There are also four moral or cardinal virtues that guide us in loving God and our neighbor and seeking his will. These are prudence, justice, fortitude, and temperance.
Virtue means “excellence.” And it is interesting that the word comes from the Latin “virtus,” meaning “manliness,” but not in any sense of chauvinism or machismo. The virtues are those qualities that make us truly human, the habits that make it possible for men and women to live as children of God, sons and daughters made in his image and likeness.
Again, how the virtues are lived in your life will look different from how they look in my life. What we need to know is that the holiness and perfection we are called to is defined according to these seven virtues.
Unfortunately, we have lost this sense of the virtues in our times. Even in the Church, we rarely use this language anymore.
Our society today is a totally secular society and our culture has been described as “after virtue.” That means we no longer believe what Christians, Jews, and the Greeks before us believed, that human life has a “telos,” that there is a spiritual direction and purpose in our lives, a “good life” that we should be striving for.
What matters in a secular and consumer society like ours is only material utility and productivity.
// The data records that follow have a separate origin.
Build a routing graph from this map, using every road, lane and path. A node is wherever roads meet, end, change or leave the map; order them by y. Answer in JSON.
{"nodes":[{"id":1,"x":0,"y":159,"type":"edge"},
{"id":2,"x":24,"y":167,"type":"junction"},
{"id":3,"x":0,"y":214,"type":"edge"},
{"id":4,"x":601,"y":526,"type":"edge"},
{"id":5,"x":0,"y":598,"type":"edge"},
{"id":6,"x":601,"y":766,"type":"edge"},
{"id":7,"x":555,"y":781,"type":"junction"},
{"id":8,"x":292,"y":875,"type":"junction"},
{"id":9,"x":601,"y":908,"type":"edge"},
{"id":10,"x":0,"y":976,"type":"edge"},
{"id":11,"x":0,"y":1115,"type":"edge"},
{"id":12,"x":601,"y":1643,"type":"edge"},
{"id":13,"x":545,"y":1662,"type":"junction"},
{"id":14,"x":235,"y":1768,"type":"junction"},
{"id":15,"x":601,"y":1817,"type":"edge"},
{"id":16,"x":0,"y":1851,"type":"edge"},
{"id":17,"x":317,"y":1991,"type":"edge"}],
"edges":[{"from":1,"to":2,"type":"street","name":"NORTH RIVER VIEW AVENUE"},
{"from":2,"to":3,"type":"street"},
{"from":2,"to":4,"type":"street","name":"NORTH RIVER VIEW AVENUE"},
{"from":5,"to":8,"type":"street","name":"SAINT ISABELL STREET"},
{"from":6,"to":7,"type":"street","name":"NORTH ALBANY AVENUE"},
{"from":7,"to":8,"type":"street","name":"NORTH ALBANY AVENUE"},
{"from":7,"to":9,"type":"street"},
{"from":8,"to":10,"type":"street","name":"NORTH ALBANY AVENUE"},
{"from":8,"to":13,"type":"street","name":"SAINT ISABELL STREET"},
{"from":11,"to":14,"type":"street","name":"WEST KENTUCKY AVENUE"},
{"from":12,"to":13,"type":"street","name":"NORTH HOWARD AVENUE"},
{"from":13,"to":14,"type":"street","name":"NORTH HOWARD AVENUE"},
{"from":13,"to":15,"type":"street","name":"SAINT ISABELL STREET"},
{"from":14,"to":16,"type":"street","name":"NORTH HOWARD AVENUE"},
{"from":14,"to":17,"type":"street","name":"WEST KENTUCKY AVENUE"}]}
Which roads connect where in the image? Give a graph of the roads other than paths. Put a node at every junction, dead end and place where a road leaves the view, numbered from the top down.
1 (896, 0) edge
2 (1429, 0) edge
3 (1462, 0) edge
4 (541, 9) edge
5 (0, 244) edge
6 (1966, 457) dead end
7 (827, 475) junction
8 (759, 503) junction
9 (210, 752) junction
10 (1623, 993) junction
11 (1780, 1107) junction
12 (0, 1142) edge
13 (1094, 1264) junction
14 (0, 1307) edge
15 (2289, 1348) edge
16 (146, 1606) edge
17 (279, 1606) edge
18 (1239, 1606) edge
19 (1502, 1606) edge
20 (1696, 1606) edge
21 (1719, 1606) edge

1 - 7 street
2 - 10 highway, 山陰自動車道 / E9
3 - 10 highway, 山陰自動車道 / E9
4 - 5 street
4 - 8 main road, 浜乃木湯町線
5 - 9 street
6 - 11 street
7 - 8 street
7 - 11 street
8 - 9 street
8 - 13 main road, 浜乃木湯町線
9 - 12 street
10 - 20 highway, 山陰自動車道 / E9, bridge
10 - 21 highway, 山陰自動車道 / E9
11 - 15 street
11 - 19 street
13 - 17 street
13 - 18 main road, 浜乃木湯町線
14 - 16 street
We are much more concerned with what people do than with who they are. Talk of virtue is considered out of step, a throwback. The concept is now associated with imposed moral absolutes, rigid rules, and prohibitions that limit people’s fun and freedom, especially in matters of sexual morality.
This is a profound distortion, and losing the language of virtue makes it harder for us to see the beautiful possibilities of our life in Christ.
So, during these weeks of Lent, I would like to use these columns to reflect on the virtues and maybe help us to recover the truth that seeking the virtues is the content of our Christian character, and seeking virtue is the art of living.
Lent is a good time for this reflection because Lent is a time of purification, spiritual growth, and deepening our conversion in Christ. The life of virtue is also about self-examination and discipline, about mastering our appetites and cultivating good habits that order our lives in the image of Jesus.
The Catechism of the Catholic Church quotes St. Gregory of Nyssa: “The goal of a virtuous life is to become like God.”
And Jesus is the true man of virtue. By reflecting on his humanity, we discover what it means to live by faith, hope, and love; by his teaching and example he shows us how to act with prudence, justice, fortitude, and temperance.
Becoming virtuous is the work of a lifetime. We will never be able to say we are “already perfect,” St. Paul tells us. So, as St. Paul did, we need to keep pressing on day by day to our higher calling, “to become like him.”
Pray for me and I will pray for you, as together we begin this holy time of Lent.
May our Blessed Mother Mary go with us in these weeks of penance as we seek the virtuous life that we are made for, the new life that we will celebrate at Easter.